People in their twenties and thirties are being turned off from working in estate agency because they dislike the dress code.
They want jackets and ties to be binned in favour of a more relaxed working environment.
A new blog – written by intern Will Missen but to the brief of Barry Collins – on the CPR property recruitment website says: “This is a huge issue for the property industry, which desperately needs to modernise in terms of dress codes merely as a starting point.”
Missen, 19, is a first-year student of English literature at Southampton University.
His blog says that estate and letting agents have been slow to catch on to what millennials really want, instead negatively categorising them as lazy and uncommitted.
But instead of complaining, he says, employers should be adjusting their businesses and vacancies to accommodate the changing demands of the current workforce.
It points out that the cost of living has gone up, but basic salaries in the industry have not. Something else needs to be provided – and millennials want their jobs to be fulfilling.
They want flexible working hours and days, and they “don’t want to sit in an office for ten hours a day to do work that could possibly be done from home, or even while commuting with their phone or laptop. Their accessibility to work is different, and the environment needs to change to reflect this new freedom and technology.”

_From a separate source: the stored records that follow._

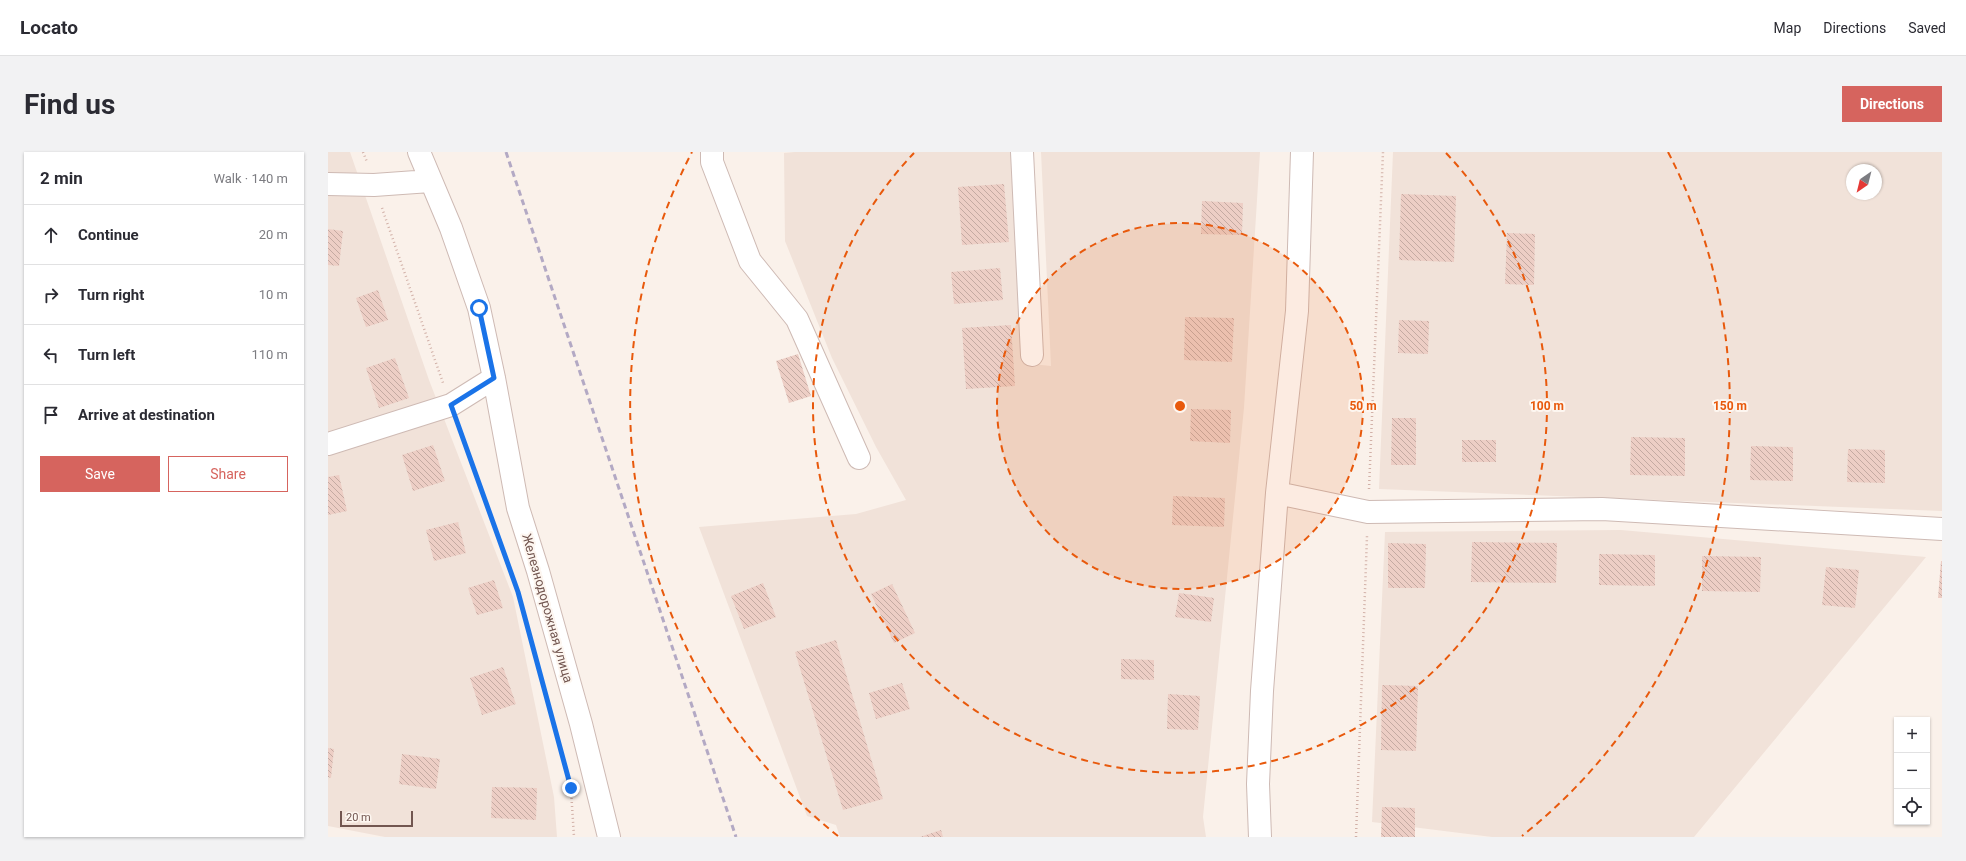 <!DOCTYPE html>
<meta charset="utf-8">
<style>
body{margin:0;font-family:Roboto,sans-serif;background:#f2f2f3;color:#2b2b33}
.controls{position:absolute;right:12px;bottom:12px;display:grid;overflow:hidden;border-radius:0px;box-shadow:0 1px 3px #0004}
.controls button{width:36px;height:36px;display:grid;place-items:center;padding:0;border:0;border-bottom:1px solid #e1e1e2;background:#fff;color:#2b2b33;font:20px sans-serif}
.compass{position:absolute;left:1518px;top:12px;width:36px;height:36px;border-radius:50%;background:#fff;box-shadow:0 1px 3px #0004;rotate:215deg}
.scale{position:absolute;left:12px;bottom:10px;width:73px;box-sizing:border-box;padding-left:4px;border:2px solid #725650;border-top:0;font-size:11px;line-height:14px;white-space:nowrap;color:#725650;-webkit-text-stroke:3px #fdf6f0;paint-order:stroke}
.stop{position:absolute;width:12px;height:12px;margin:-9px;border:3px solid #1a73e8;border-radius:50%;background:#fff}
.stop.end{background:#1a73e8;border-color:#fff;box-shadow:0 1px 4px #0008}
.list{margin:0;padding:0;list-style:none}
h2{display:flex;justify-content:space-between;align-items:center;height:52px;margin:0;padding:0 16px;font-size:17px}
h2 small{font-size:13px;font-weight:400;color:#7c7c81}
.list li{display:grid;grid-template-columns:26px 1fr auto;gap:12px;align-items:center;box-sizing:border-box;height:60px;padding:0 16px;border-top:1px solid #e1e1e2}
.list b{display:block;font-size:15px;white-space:nowrap}
.list em{font-size:13px;font-style:normal;color:#7c7c81}
.actions{display:flex;gap:8px;padding:12px 16px}
.actions a{flex:1;padding:9px 0;border:1px solid #d6645e;border-radius:0px;text-align:center;font-size:14px;color:#d6645e}
.actions .main{background:#d6645e;color:#fff}
.icon{flex:none;width:22px;height:22px;fill:none;stroke:currentColor;stroke-width:2;stroke-linecap:round;stroke-linejoin:round}
.map{position:relative;flex:none;width:1614px;height:685px;overflow:hidden;border-radius:0px}
header{display:flex;align-items:center;gap:24px;box-sizing:border-box;height:56px;padding:0 20px;background:#fff;border-bottom:1px solid #e1e1e2}
header strong{font-size:19px}
nav{display:flex;gap:22px;margin-inline-start:auto;font-size:14px}
.intro{display:flex;align-items:center;justify-content:space-between;box-sizing:border-box;height:96px;padding:0 24px}
h1{margin:0;font-size:28px}
.button{padding:10px 18px;border-radius:0px;background:#d6645e;color:#fff;font-size:14px;font-weight:700}
main{display:flex;gap:24px;padding:0 24px}
aside{flex:1;background:#fff;border-radius:0px;box-shadow:0 1px 3px #0004}
.map>svg:first-child{display:block}
.residential{fill:#f1e2d9;fill-rule:evenodd}
.building{fill:url(#building-back-hatch)}
.lines{fill:none;stroke-linecap:round;stroke-linejoin:round}
.minor-casing{stroke:#cebab4;stroke-width:24}
.path{stroke:#d2b1a8;stroke-width:2.5;stroke-dasharray:1 3;stroke-linecap:butt}
.minor{stroke:#fff;stroke-width:22}
.rail{stroke:#b3a9c4;stroke-width:3;stroke-dasharray:6 4;stroke-linecap:butt}
.route{stroke:#1a73e8;stroke-width:5}
.ring{fill:none;stroke:#e8590c;stroke-width:2;stroke-dasharray:7 5}
.labels{text-anchor:middle;stroke-width:4;stroke-linejoin:round;paint-order:stroke}
.street-label{font-size:13px;fill:#725650;stroke:#fdf6f0}
.centre{fill:#e8590c;stroke:#fdf6f0;stroke-width:2}
.ring-label{font-size:12px;text-anchor:middle;font-weight:bold;fill:#e8590c;stroke:#fdf6f0;stroke-width:4;stroke-linejoin:round;paint-order:stroke}
</style>
<header>
<strong>Locato</strong>
<nav><a>Map</a><a>Directions</a><a>Saved</a></nav>
</header>
<div class="intro"><h1>Find us</h1><a class="button">Directions</a></div>
<main>
<aside>
<h2>2 min<small>Walk · 140 m</small></h2>
<ul class="list">
<li><svg class="icon" aria-label="ahead" viewBox="0 0 24 24"><path d="M12 20V5M6 11l6-6 6 6"/></svg><div><b>Continue</b></div><em>20 m</em></li>
<li><svg class="icon" aria-label="right" viewBox="0 0 24 24"><path d="M7 20v-9h11M14 6l5 5-5 5"/></svg><div><b>Turn right</b></div><em>10 m</em></li>
<li><svg class="icon" aria-label="left" viewBox="0 0 24 24"><path d="M17 20v-9H6M10 6l-5 5 5 5"/></svg><div><b>Turn left</b></div><em>110 m</em></li>
<li><svg class="icon" aria-label="arrive" viewBox="0 0 24 24"><path d="M6 21V4h12l-3 4 3 4H6"/></svg><div><b>Arrive at destination</b></div></li>
</ul>
<div class="actions"><a class="main">Save</a><a>Share</a></div>
</aside>
<div class="map">
<svg width="1614" height="685" viewBox="0 0 1614 685">
<defs>
<pattern id="building-back-hatch" width="6" height="6" patternUnits="userSpaceOnUse"><rect width="6" height="6" fill="#edcec5"/><path d="M-1 5l2 2M0 0l6 6M5-1l2 2" fill="none" stroke="#c4aaa2"/></pattern>
</defs>
<rect width="100%" height="100%" fill="#faf1ea"/>
<!-- residential -->
<path class="residential" d="M0 0H22L101 228 185 445 226 645 229 685H57L0 674Z
M467 0H683L695 211 723 214 713 0H932L916 256 875 665 878 685H512L508 673 479 664 371 375 528 362 578 348 548 295 504 206 457 89 456 1Z
M1065 0H1614V359L1051 337ZM1524 18H1548V42H1524Z
M1293 378 1598 405 1366 685H1164L1044 670 1057 380Z"/>
<!-- building -->
<path class="building" d="M676 32 681 90 634 93 630 35Z
M1073 42 1128 44 1126 110 1071 108Z
M874 49 915 51 914 83 873 82Z
M0 77 15 79 11 114 0 113Z
M1179 81 1207 82 1206 133 1177 132Z
M672 116 675 148 626 152 623 120Z
M50 138 60 168 38 175 28 146Z
M857 165 906 166 904 210 856 208Z
M1071 168 1101 169 1100 202 1070 201Z
M683 173 687 234 638 237 634 176Z
M470 202 483 244 461 251 448 209Z
M67 206 81 246 51 256 38 216Z
M863 257 903 258 902 291 862 289Z
M1064 266H1088V313H1063Z
M1303 285 1357 286V324L1302 323Z
M1134 288H1168V310H1134Z
M105 293 117 329 85 339 74 303Z
M1423 294 1465 295V329L1422 328Z
M1520 297 1557 298V331L1519 330Z
M11 323 19 359 0 363V325Z
M845 344 897 346 896 375 844 373Z
M130 370 138 401 106 409 98 378Z
M1144 390 1229 391 1228 431 1143 430Z
M1060 391 1098 392 1097 436H1060Z
M1271 402 1327 403V434L1271 433Z
M1374 404 1433 405 1432 440 1374 439Z
M1613 409H1614V446H1610Z
M1498 415 1531 418 1527 456 1494 453Z
M166 428 175 456 149 463 140 436Z
M435 431 448 465 416 477 403 444Z
M564 432 587 481 566 491 543 442Z
M851 441 886 446 883 470 847 465Z
M508 488 555 647 515 658 467 500Z
M793 507 826 508V528L793 527Z
M175 515 188 552 154 563 142 526Z
M574 531 582 557 548 567 541 541Z
M1054 533 1090 534 1088 599 1053 598Z
M840 542 872 544 870 578 839 577Z
M0 596 6 597 3 626 0 625Z
M74 602 112 607 108 637 71 632Z
M164 635 209 636 208 668 163 666Z
M1054 655 1087 656V685H1053Z
M613 678 615 685H592Z"/>
<g class="lines">
<defs>
<path id="minor" d="M91 0 123 76 151 156 166 226 190 356 210 419 253 572 281 685
M384 0V10L422 109 469 167 531 306
M694 0 704 203
M0 32 46 33 102 29
M0 292 123 253 166 226
M949 341 1040 360 1274 357 1614 377
M932 685 930 632 934 539 949 341 969 159 974 0"/>
</defs>
<!-- minor casing -->
<use href="#minor" class="minor-casing"/>
<!-- path -->
<path class="path" d="M35 0 39 10
M54 56 115 231
M131 275 185 425
M1041 337 1055 0
M218 541 234 602
M243 638 246 685
M1028 685 1039 384"/>
<!-- minor -->
<use href="#minor" class="minor"/>
<!-- rail -->
<path class="rail" d="M178 0 408 685"/>
</g>
<g class="lines">
<!-- route -->
<path class="route" d="M151 156 166 226 123 253 190 440 243 636"/>
</g>
<!-- distance rings -->
<circle cx="852" cy="254" r="183" fill="#e8590c" fill-opacity=".12"/>
<g class="ring">
<circle cx="852" cy="254" r="183"/>
<path d="M1118 1A367 367 0 1 1 586 1"/>
<path d="M510 684A550 550 0 0 1 364 0M1340 0A550 550 0 0 1 1194 684"/>
</g>
<g class="labels">
<!-- street labels -->
<g class="street-label">
<text transform="translate(220 456) rotate(74)" y="5">Железнодорожная улица</text>
</g>
</g>
<circle cx="852" cy="254" r="6" class="centre"/>
<g class="ring-label">
<text x="1035" y="258">50 m</text>
<text x="1219" y="258">100 m</text>
<text x="1402" y="258">150 m</text>
</g>
</svg>
<div class="controls">
<button>+</button>
<button>−</button>
<button><svg class="icon" aria-label="locate" viewBox="0 0 24 24"><circle cx="12" cy="12" r="6"/><path d="M12 2v4M12 18v4M2 12h4M18 12h4"/></svg></button>
</div>
<svg class="compass" viewBox="-18 -18 36 36"><path d="M0-13l5 13h-10z" fill="#e53935"/><path d="M0 13l5-13h-10z" fill="#7c7c81"/></svg>
<div class="scale">20 m</div>
<div class="stop" style="left:151px;top:156px"></div>
<div class="stop end" style="left:243px;top:636px"></div>
</div>
</main>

Other employers, in media sales and digital marketing, look for the same entry-level candidates as agents, but provide a more forward thinking and collaborative environment. They will often provide pool tables and TVs, and lay on free breakfasts.
The blog suggests that every job in agency for someone under 24 should be treated like a graduate scheme.
Missen concludes: “Clearly, to negatively stereotype millennials is to misunderstand how they differ from you and from their parents; complaining won’t do any good for your hiring process. What will help, however, is recognising Generation Y as different.”